Exercise inputs |
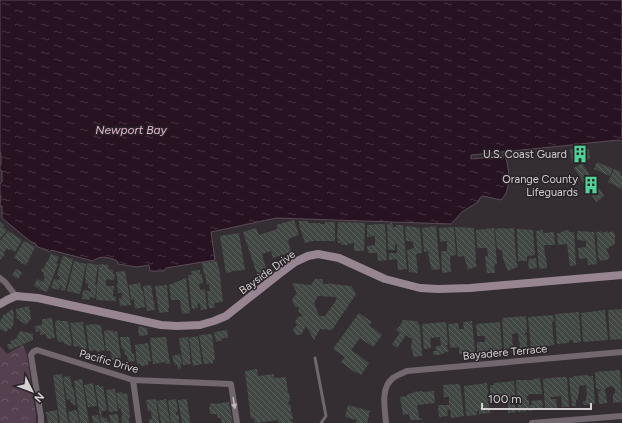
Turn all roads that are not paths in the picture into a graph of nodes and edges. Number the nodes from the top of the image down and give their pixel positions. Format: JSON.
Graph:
{"nodes":[{"id":1,"x":622,"y":275,"type":"edge"},
{"id":2,"x":0,"y":278,"type":"edge"},
{"id":3,"x":16,"y":296,"type":"junction"},
{"id":4,"x":0,"y":304,"type":"edge"},
{"id":5,"x":622,"y":352,"type":"edge"},
{"id":6,"x":315,"y":358,"type":"dead end"},
{"id":7,"x":133,"y":380,"type":"junction"},
{"id":8,"x":622,"y":416,"type":"edge"},
{"id":9,"x":41,"y":423,"type":"edge"},
{"id":10,"x":139,"y":423,"type":"edge"},
{"id":11,"x":237,"y":423,"type":"edge"},
{"id":12,"x":321,"y":423,"type":"edge"},
{"id":13,"x":386,"y":423,"type":"edge"},
{"id":14,"x":532,"y":423,"type":"edge"}],
"edges":[{"from":1,"to":3,"type":"main road","name":"Bayside Drive"},
{"from":2,"to":3,"type":"street"},
{"from":3,"to":4,"type":"main road"},
{"from":5,"to":13,"type":"street","name":"Bayadere Terrace"},
{"from":6,"to":12,"type":"lane"},
{"from":7,"to":9,"type":"street","name":"Pacific Drive"},
{"from":7,"to":10,"type":"street"},
{"from":7,"to":11,"type":"street","name":"Pacific Drive","one_way":true},
{"from":8,"to":14,"type":"street"}]}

Task to carry out | Write out the entries above verbatim; the pictures do not belong in your copy.

Task solution |
Turn all roads that are not paths in the picture into a graph of nodes and edges. Number the nodes from the top of the image down and give their pixel positions. Format: JSON.
Graph:
{"nodes":[{"id":1,"x":622,"y":275,"type":"edge"},
{"id":2,"x":0,"y":278,"type":"edge"},
{"id":3,"x":16,"y":296,"type":"junction"},
{"id":4,"x":0,"y":304,"type":"edge"},
{"id":5,"x":622,"y":352,"type":"edge"},
{"id":6,"x":315,"y":358,"type":"dead end"},
{"id":7,"x":133,"y":380,"type":"junction"},
{"id":8,"x":622,"y":416,"type":"edge"},
{"id":9,"x":41,"y":423,"type":"edge"},
{"id":10,"x":139,"y":423,"type":"edge"},
{"id":11,"x":237,"y":423,"type":"edge"},
{"id":12,"x":321,"y":423,"type":"edge"},
{"id":13,"x":386,"y":423,"type":"edge"},
{"id":14,"x":532,"y":423,"type":"edge"}],
"edges":[{"from":1,"to":3,"type":"main road","name":"Bayside Drive"},
{"from":2,"to":3,"type":"street"},
{"from":3,"to":4,"type":"main road"},
{"from":5,"to":13,"type":"street","name":"Bayadere Terrace"},
{"from":6,"to":12,"type":"lane"},
{"from":7,"to":9,"type":"street","name":"Pacific Drive"},
{"from":7,"to":10,"type":"street"},
{"from":7,"to":11,"type":"street","name":"Pacific Drive","one_way":true},
{"from":8,"to":14,"type":"street"}]}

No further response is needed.